When does the engine overheat, while driving or driving in city traffic or sitting still at idle like stuck in traffic?
Make sure the engine is warm to operation temperature.
Stop engine and using a glove or a cloth to protect the hand, immediately check the effort required to turn the fan. If considerable effort is required, it can be assumed that coupling is operating satisfactorily. If very little effort is required to turn the fan, it is an indication that the coupling is not operating properly and should be replaced.
The clutch fan may be tested while vehicle is being driven. To check, disconnect the bimetal spring, and rotate 90°counterclockwise. This disables the temperature-controlled, free-wheeling feature and the clutch performs like a conventional fan. If this cures the overheating condition, replace the clutch fan.
The antifreeze mixture should be a 50/50 mixture.

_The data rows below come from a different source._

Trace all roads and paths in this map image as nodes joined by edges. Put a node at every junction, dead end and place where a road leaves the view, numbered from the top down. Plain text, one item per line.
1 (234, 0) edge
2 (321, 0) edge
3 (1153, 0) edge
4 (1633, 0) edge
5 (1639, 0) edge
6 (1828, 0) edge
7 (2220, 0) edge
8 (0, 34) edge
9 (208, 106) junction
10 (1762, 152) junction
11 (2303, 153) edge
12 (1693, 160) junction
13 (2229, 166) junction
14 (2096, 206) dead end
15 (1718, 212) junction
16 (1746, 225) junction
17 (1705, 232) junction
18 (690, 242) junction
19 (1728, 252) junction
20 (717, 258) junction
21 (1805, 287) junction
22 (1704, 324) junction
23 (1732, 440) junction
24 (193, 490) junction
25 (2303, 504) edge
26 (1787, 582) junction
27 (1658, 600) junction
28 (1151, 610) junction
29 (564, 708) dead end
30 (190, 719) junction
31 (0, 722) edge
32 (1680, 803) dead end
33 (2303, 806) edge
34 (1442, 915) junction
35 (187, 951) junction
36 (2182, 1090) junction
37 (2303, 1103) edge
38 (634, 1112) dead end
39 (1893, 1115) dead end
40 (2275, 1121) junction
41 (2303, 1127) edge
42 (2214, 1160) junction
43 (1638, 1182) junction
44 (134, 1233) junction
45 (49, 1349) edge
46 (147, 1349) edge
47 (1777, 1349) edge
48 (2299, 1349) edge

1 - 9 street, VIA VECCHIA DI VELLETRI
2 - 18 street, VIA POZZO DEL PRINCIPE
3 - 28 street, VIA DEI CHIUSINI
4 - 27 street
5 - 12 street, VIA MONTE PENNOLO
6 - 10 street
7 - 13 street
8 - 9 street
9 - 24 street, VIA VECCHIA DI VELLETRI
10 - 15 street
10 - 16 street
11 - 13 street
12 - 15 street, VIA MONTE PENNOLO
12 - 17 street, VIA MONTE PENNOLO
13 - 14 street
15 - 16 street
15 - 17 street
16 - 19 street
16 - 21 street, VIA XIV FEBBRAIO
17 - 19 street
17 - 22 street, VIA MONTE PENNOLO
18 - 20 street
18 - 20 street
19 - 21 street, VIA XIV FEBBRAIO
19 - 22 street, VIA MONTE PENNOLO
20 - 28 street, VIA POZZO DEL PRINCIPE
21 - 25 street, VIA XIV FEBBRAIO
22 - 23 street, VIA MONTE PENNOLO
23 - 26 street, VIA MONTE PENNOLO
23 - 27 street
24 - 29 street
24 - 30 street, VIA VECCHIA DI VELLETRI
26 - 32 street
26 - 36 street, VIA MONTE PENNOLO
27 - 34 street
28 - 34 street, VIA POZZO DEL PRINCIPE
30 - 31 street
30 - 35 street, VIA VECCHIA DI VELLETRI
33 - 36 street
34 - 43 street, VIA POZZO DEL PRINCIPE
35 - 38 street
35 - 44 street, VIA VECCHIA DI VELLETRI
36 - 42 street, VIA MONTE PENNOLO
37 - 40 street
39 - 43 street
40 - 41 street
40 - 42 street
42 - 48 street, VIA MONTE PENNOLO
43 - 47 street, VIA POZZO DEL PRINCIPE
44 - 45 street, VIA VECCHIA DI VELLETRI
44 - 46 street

Checking your car with a scanner can check the temperature gage to the engine temperature monitored by the computer. If the gage reading is higher than the computer reading the gage sensor could be faulty.
The engine could be air bound. Raise the front of the car and put on jack stands or ramps and run the engine with the radiator cap off the radiator. As the engine is running monitor the coolant level in the radiator. When the thermostat opens the coolant level may drop. Refill as necessary till the coolant level is stable and no longer requires to be refilled.
Raising the front of the car puts the radiator higher than the engine and allows trapped air in the cooling system to escape out of the radiator.
Try these few suggestions and get back to with the results.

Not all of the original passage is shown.